Using AI to fight drug-resistant bacteria
When we think of traditional civil and environmental engineering research, some fields spring quickly to mind, including pollution control efforts in the natural environment, designing infrastructure systems like roads, airports, bridges, and water supply networks. Yet, understanding and improving the health of various built environments that serve society, such as hospitals and healthcare clinics, can fall into the realm of environmental engineering, and that is where one project commencing in the Civil, Materials, and Environmental Engineering Department will have the most impact.
“With our increased understanding of a hospital’s microbiome, i.e., the full range of pathogenic bacteria, viruses, and fungi that can be found in a hospital, it is of increasing importance that we develop and implement more effective infection prevention/infection control strategies within these types of facilities to protect human health,” said Assistant Professor Lisa M. Stabryla, director of the Stabryla Lab.
Stabryla emphasizes the important role of materials when engineering interventions. For this work, she is designing materials to combat emerging strains of antibiotic-resistant bacteria and make it harder for bacteria to develop resistance in the first place.
“Bacterial resistance to antibiotics is a major global public health threat.
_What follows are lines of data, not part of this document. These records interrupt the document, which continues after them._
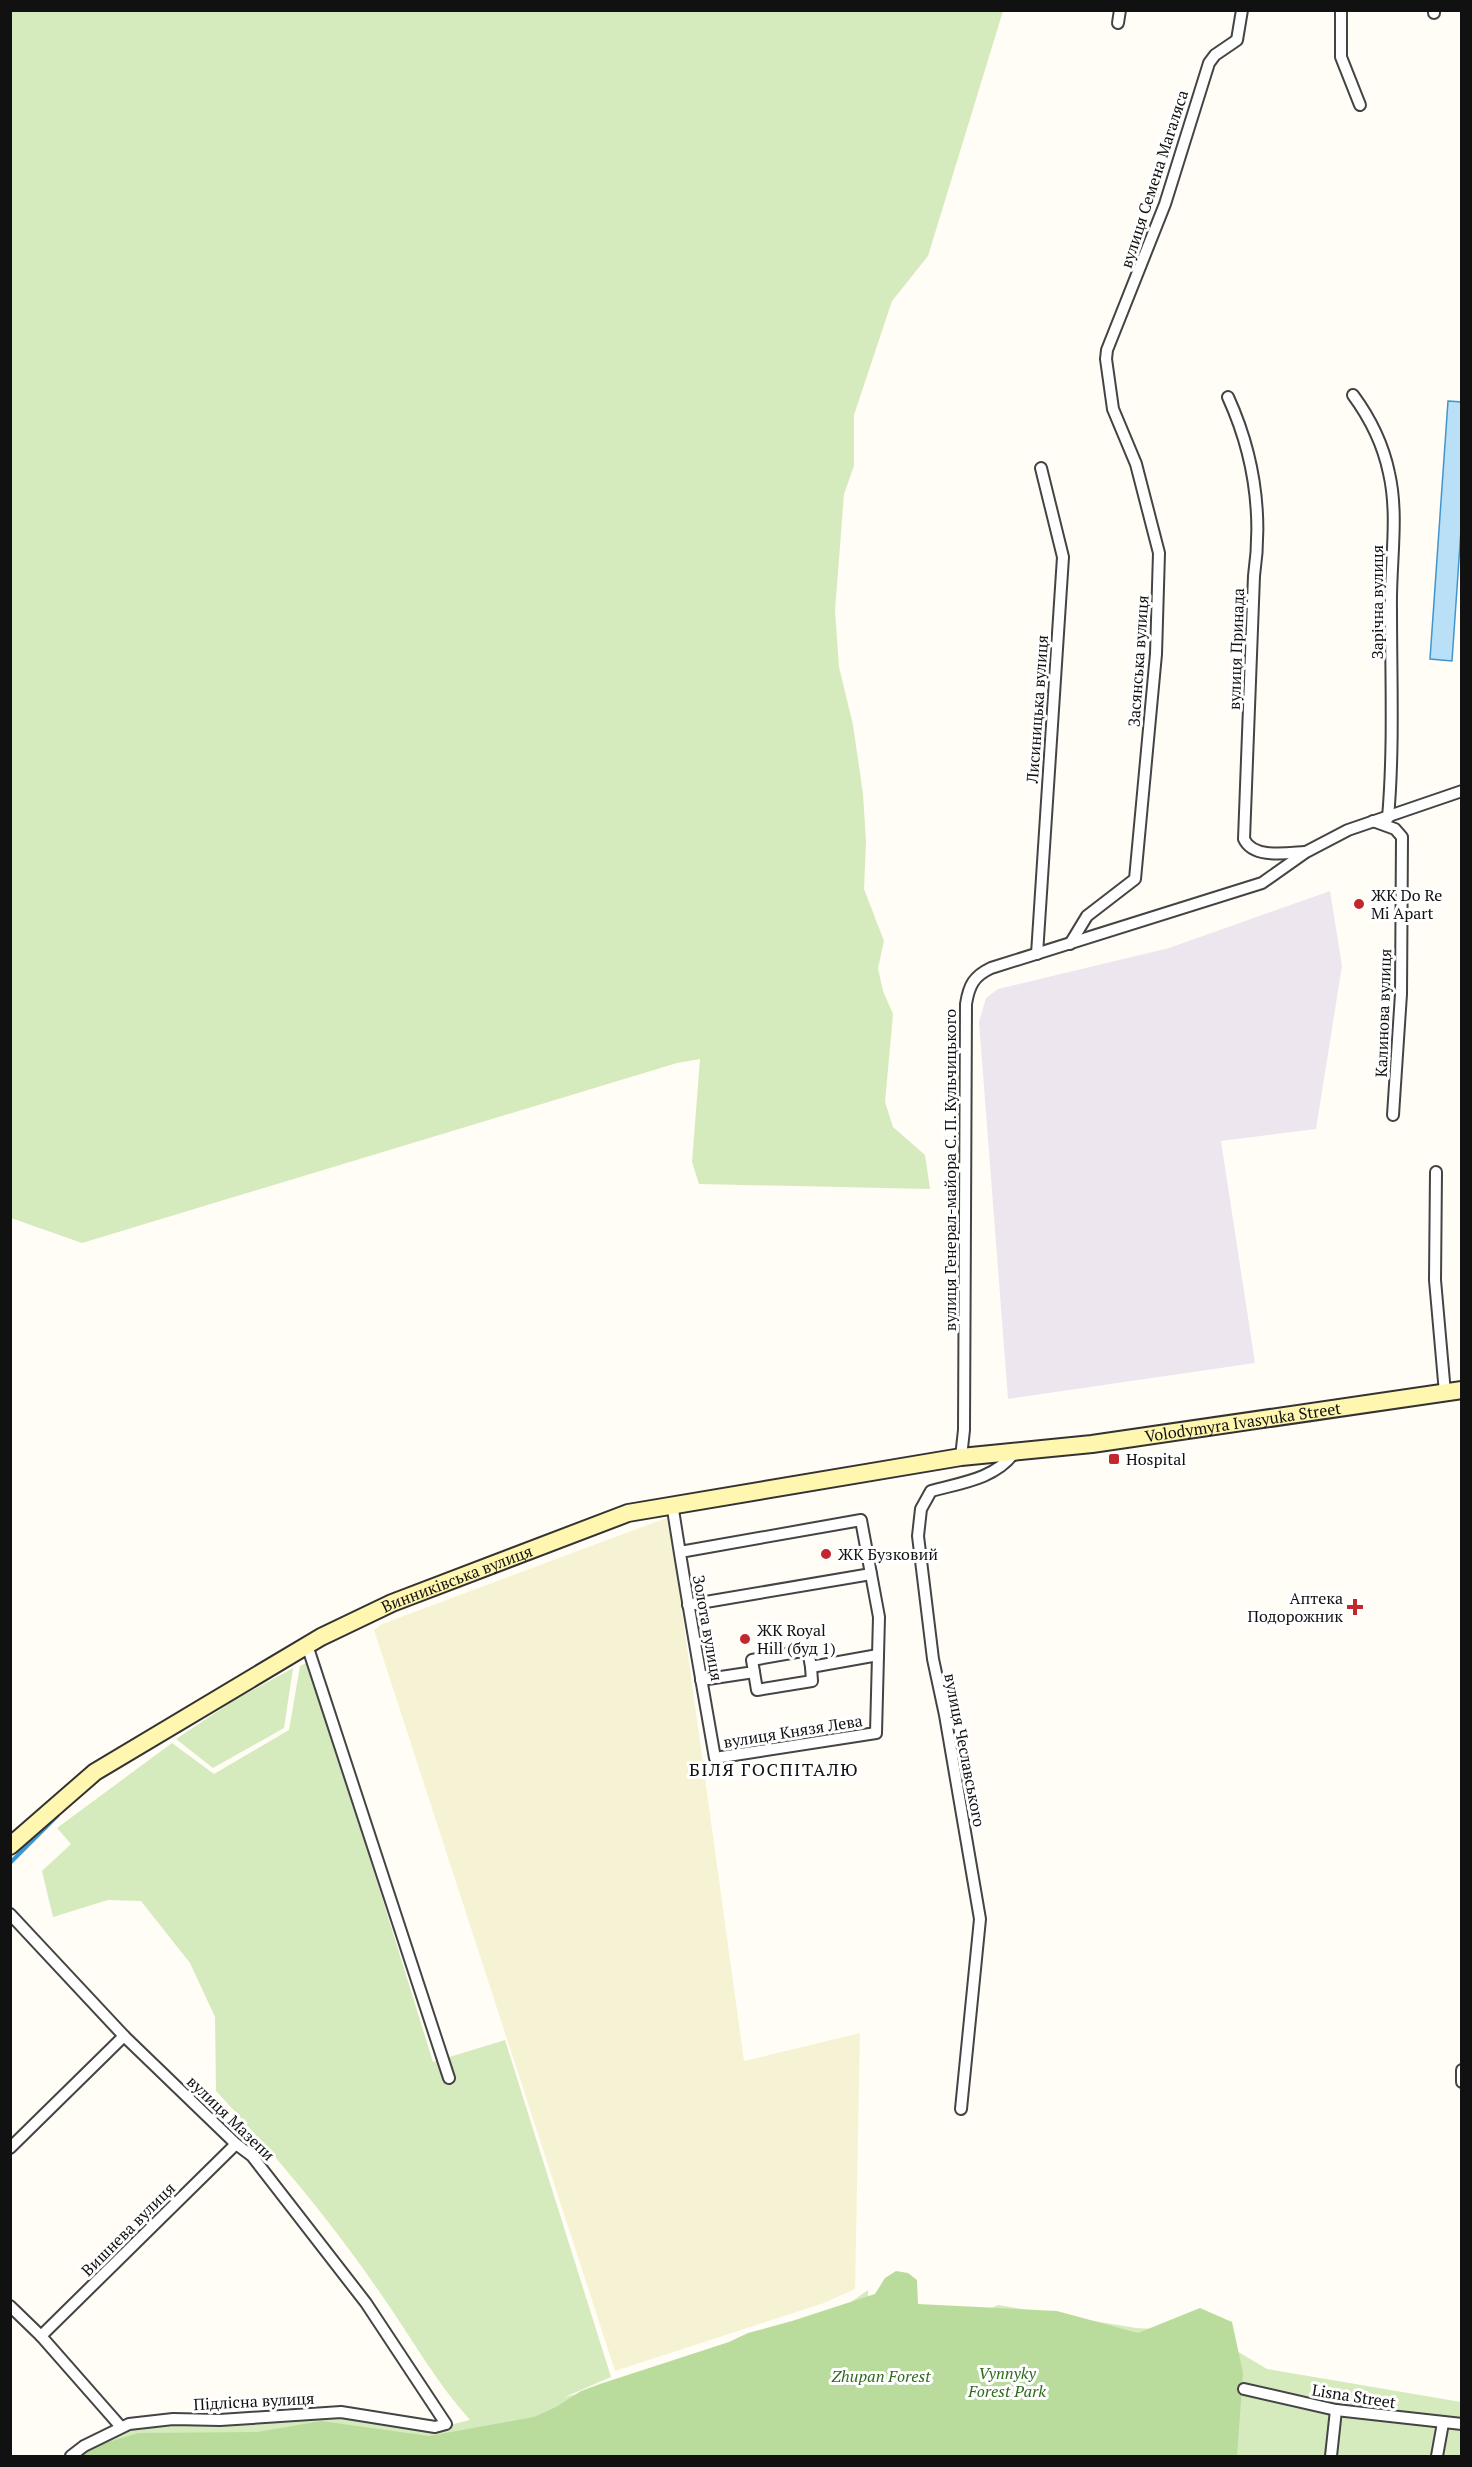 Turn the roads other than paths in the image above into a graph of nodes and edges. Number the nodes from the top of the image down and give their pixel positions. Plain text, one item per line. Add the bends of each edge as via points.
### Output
1 (1120, 10) edge
2 (1242, 10) edge
3 (1341, 10) edge
4 (1118, 23) dead end
5 (1360, 105) dead end
6 (1106, 358) joint
7 (1353, 395) dead end
8 (1228, 397) dead end
9 (1041, 468) dead end
10 (1461, 791) edge
11 (1388, 818) junction
12 (1373, 821) junction
13 (1306, 852) junction
14 (1070, 944) junction
15 (1037, 954) junction
16 (1394, 1115) dead end
17 (1436, 1172) dead end
18 (1461, 1390) edge
19 (1444, 1393) junction
20 (1018, 1452) junction
21 (961, 1457) junction
22 (672, 1503) junction
23 (680, 1552) junction
24 (871, 1574) junction
25 (688, 1605) junction
26 (307, 1645) junction
27 (878, 1655) junction
28 (811, 1667) junction
29 (754, 1672) junction
30 (701, 1680) junction
31 (715, 1758) joint
32 (10, 1846) edge
33 (10, 1914) edge
34 (124, 2036) junction
35 (1461, 2070) edge
36 (449, 2078) dead end
37 (1461, 2082) edge
38 (961, 2109) dead end
39 (236, 2144) junction
40 (10, 2148) edge
41 (10, 2306) edge
42 (41, 2336) junction
43 (1244, 2389) dead end
44 (1336, 2410) junction
45 (446, 2424) joint
46 (1443, 2424) junction
47 (1461, 2424) edge
48 (120, 2427) junction
49 (72, 2457) edge
50 (1331, 2457) edge
51 (1437, 2457) edge

1 - 4 street
2 - 6 street, вулиця Семена Магаляса via 1237,40 1215,55 1205,73 1165,204 1115,326
3 - 5 street via 1341,57
6 - 14 street, Засянська вулиця via 1113,409 1136,464 1159,553 1156,654 1135,879 1087,916
7 - 11 street, Зарічна вулиця via 1380,444 1393,502 1393,756
8 - 13 street, вулиця Принада via 1249,451 1257,496 1244,839 1255,851
9 - 15 street, Лисиницька вулиця via 1063,557
10 - 11 street, вулиця Генерал-майора С. П. Кульчицького
11 - 12 street, вулиця Генерал-майора С. П. Кульчицького
12 - 13 street, вулиця Генерал-майора С. П. Кульчицького
12 - 16 street, Калинова вулиця via 1395,829 1403,844
13 - 14 street, вулиця Генерал-майора С. П. Кульчицького via 1262,882
14 - 15 street, вулиця Генерал-майора С. П. Кульчицького
15 - 21 street, вулиця Генерал-майора С. П. Кульчицького via 977,975 968,993
17 - 19 street via 1435,1280
18 - 19 main road, Volodymyra Ivasyuka Street
19 - 20 main road, Volodymyra Ivasyuka Street
20 - 21 main road, Volodymyra Ivasyuka Street
20 - 38 street, вулиця Чеславського via 987,1475 931,1491 921,1509 918,1536 933,1659 980,1919
21 - 22 main road, Винниківська вулиця
22 - 23 street, Золота вулиця
22 - 26 main road, Винниківська вулиця via 628,1513 502,1559 392,1603
23 - 24 street via 861,1520
23 - 25 street, Золота вулиця
24 - 25 street
24 - 27 street via 879,1617
25 - 30 street, Золота вулиця
26 - 32 main road, Винниківська вулиця via 96,1772
26 - 36 street
27 - 28 street
27 - 31 street, вулиця Князя Лева via 876,1733
28 - 29 street via 808,1650 752,1660
28 - 29 street via 812,1681 757,1690
29 - 30 street
30 - 31 street, Золота вулиця
33 - 34 street, вулиця Мазепи
34 - 39 street, вулиця Мазепи
34 - 40 street
35 - 37 street
39 - 42 street, Вишнева вулиця
39 - 45 street, вулиця Мазепи via 252,2156 366,2303
41 - 42 street
42 - 48 street
43 - 44 street, Lisna Street
44 - 46 street, Lisna Street
44 - 50 street
45 - 48 street, Підлісна вулиця via 435,2427 341,2412 173,2419
46 - 47 street, Lisna Street
46 - 51 street
48 - 49 street, Підлісна вулиця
Nanomaterials — containing particles smaller than 100 nanometers in size (significantly smaller than a strand of human hair)—applied as surface coatings on medical devices (e.g., catheters, surgical instruments, wound dressings) could help prevent infections, especially in vulnerable patients and especially if designed rationally,” she said. “We don’t want to keep designing new antibiotics with the high likelihood of bacteria developing resistance to them quickly, making them ineffective after a short period of use.”
Stabryla added these nanotechnologies could be designed in a way that reduces the social, environmental, and economic impact of drug-resistant bacteria and has a long-lasting effect for the benefit of public health.
To achieve this goal faster, the research being conducted in her lab alongside a team of investigators combines machine learning with lab experiments to optimize nanomaterial design and identify promising structures that elicit enhanced antibacterial activity without selecting for negative consequences such as bacterial resistance.
“Instead of taking a laborious trial-and-error approach in synthesizing different designs and then testing their antimicrobial activity in the lab, I’m working with a team of investigators on developing a machine-learning based, inverse-design model where we can input all the antimicrobial activity data we’ve collected from the literature, as well as empirically in our own lab. The output of such a model will be a narrow subset of candidate material structures or shapes that we can then test in the lab that may yield the higher levels of antimicrobial activity and minimized bacterial resistance outcomes that we want,” she said.
This research is one of several projects supported by seed funding from the Institute for Health Data Science Research. The institute, an initiative of the Office of the Vice Chancellor for Research at UIC, aims to bridge data science and computing research on campus with healthcare research while fostering interdisciplinary collaboration across the university. Building on the broad scientific strengths and health equity mission of UIC, the institute unites experts from across campus to maximize the potential and minimize the consequences of using AI in medical research and care.
In addition to Stabryla, team members include Jida Huang, assistant professor in the Department of Mechanical and Industrial Engineering, Kyunghee Han, PhD, assistant professor in the Department of Mathematics, Statistics, and Computer Science, and William E. Ackerman IV, MD, research associate professor in the Department of Obstetrics and Gynecology.
“This is a very interdisciplinary project, which is unique and exciting to have vastly different expertise brought together. Naturally, the development of innovative solutions likely to have the greatest impact on public health are going to lie at the intersection of different fields,” she said. “This research has the potential to revolutionize any antimicrobial application, whether that is in the clinic or drinking water disinfection, food preparation surfaces, and food safety, anywhere where antimicrobial function is needed to inactivate pathogens. This could potentially yield long-lasting solutions to prevent infection and benefit public health.”